The move came a week after Preval and Prime Minister Jacques Edouard Alexis demanded that the gangs surrender their weapons or risk being killed.
William Baptiste, a gang leader known as Ti Blan, said the gangs in Cite Soleil, a teeming seaside slum outside the capital, would give up their weapons at a ceremony next week.
"We are going to hand over our weapons to the constitutional government on Monday because we want peace," Ti Blan, a spokesman for the gangs in Cite Soleil, told Reuters.
"The use of those weapons only leads to violence and that's not what the society needs," said Ti Blan.
He urged the government to disarm all armed groups, including those linked to Haiti's small but wealthy elite and to political foes of former President Jean-Bertrand Aristide.
The gangs in Cite Soleil, which is home to thousands of Aristide supporters, were mostly responsible for violence aimed at destabilizing the U.S.-backed interim government installed after Aristide was ousted from power on Feb. 29, 2004.
The gangs said they took up arms against the interim government to protect themselves and slum residents against repeated attacks by the Haitian police and U.N. peacekeepers.
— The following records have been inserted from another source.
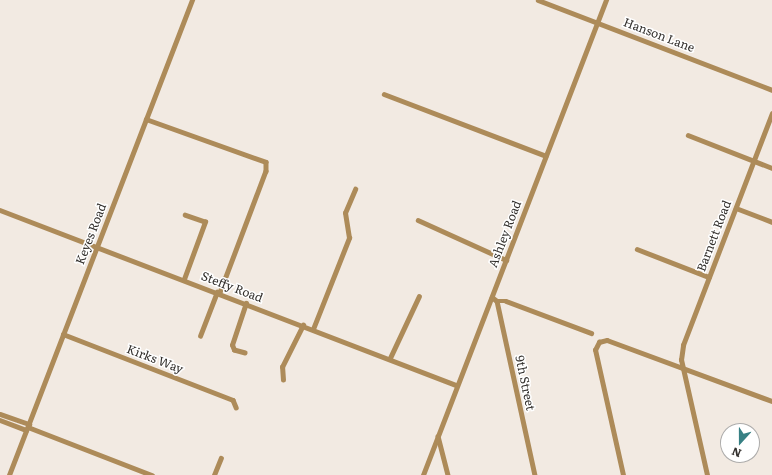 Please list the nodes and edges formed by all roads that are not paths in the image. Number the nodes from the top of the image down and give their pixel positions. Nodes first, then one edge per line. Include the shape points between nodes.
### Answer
1 (192, 0) edge
2 (538, 0) edge
3 (606, 0) edge
4 (598, 22) junction
5 (772, 90) edge
6 (384, 94) dead end
7 (772, 113) edge
8 (146, 119) junction
9 (688, 135) dead end
10 (546, 156) junction
11 (754, 161) junction
12 (772, 168) edge
13 (355, 189) dead end
14 (736, 208) junction
15 (0, 210) edge
16 (185, 215) dead end
17 (418, 220) dead end
18 (772, 222) edge
19 (97, 247) junction
20 (637, 249) dead end
21 (506, 260) junction
22 (709, 277) junction
23 (184, 279) junction
24 (219, 292) junction
25 (419, 296) dead end
26 (492, 297) junction
27 (497, 302) junction
28 (246, 303) junction
29 (302, 325) junction
30 (313, 329) junction
31 (591, 333) dead end
32 (63, 334) junction
33 (200, 336) dead end
34 (245, 353) dead end
35 (390, 358) junction
36 (683, 368) junction
37 (283, 380) dead end
38 (457, 384) junction
39 (772, 401) edge
40 (236, 407) dead end
41 (0, 414) edge
42 (0, 420) edge
43 (28, 427) junction
44 (438, 436) junction
45 (221, 458) dead end
46 (9, 475) edge
47 (152, 475) edge
48 (214, 475) edge
49 (424, 475) edge
50 (448, 475) edge
51 (535, 475) edge
52 (623, 475) edge
53 (707, 475) edge

1 - 8 street, Keyes Road
2 - 4 street, Hanson Lane
3 - 4 street, Ashley Road
4 - 5 street, Hanson Lane
4 - 10 street, Ashley Road
6 - 10 street
7 - 11 street, Barnett Road
8 - 19 street, Keyes Road
8 - 24 street via 266,162 265,173
9 - 11 street
10 - 21 street, Ashley Road
11 - 12 street
11 - 14 street, Barnett Road
13 - 30 street via 345,213 349,238
14 - 18 street
14 - 22 street, Barnett Road
15 - 19 street, Steffy Road
16 - 23 street via 205,222
17 - 21 street
19 - 23 street, Steffy Road
19 - 32 street, Keyes Road
20 - 22 street
21 - 26 street, Ashley Road
22 - 36 street, Barnett Road via 683,345
23 - 24 street, Steffy Road
24 - 28 street, Steffy Road
24 - 33 street
25 - 35 street
26 - 27 street
26 - 38 street, Ashley Road
27 - 31 street via 506,301
27 - 51 street, 9th Street
28 - 29 street, Steffy Road
28 - 34 street via 232,345 234,350
29 - 30 street, Steffy Road
29 - 37 street via 282,367
30 - 35 street, Steffy Road
32 - 40 street, Kirks Way via 233,400
32 - 43 street, Keyes Road
35 - 38 street, Steffy Road
36 - 39 street
36 - 52 street via 607,340 599,342 595,350
36 - 53 street, Barnett Road
38 - 44 street, Ashley Road
41 - 43 street
42 - 43 street
43 - 46 street, Keyes Road
43 - 47 street
44 - 49 street, Ashley Road
44 - 50 street
45 - 48 street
Past attempts to disarm the gangs have failed or have produced only a few weapons.
Preval, a former Aristide protégé, won elections in February and took office in May.
"We held those weapons to protect ourselves and our communities from the interim government which was our enemy," Ti Blan said. "Now, since we don't consider Preval's administration an enemy, there is no more justification for us to keep those weapons."
The U.N. sent its peacekeeping force -- now numbering about 8,000 soldiers and police -- to restore order shortly after Aristide was pushed from office by an armed rebellion.
The U.N. Security Council on Tuesday renewed the mission for another six months.
The gangs said they had invited media and diplomats to witness the weapons handover to Haitian authorities and representatives of the Demobilization, Disarmament and Reinsertion program, run by the United Nations.
Several other gangs are expected to make the same move in the coming days, said a government official, who did not want to be named.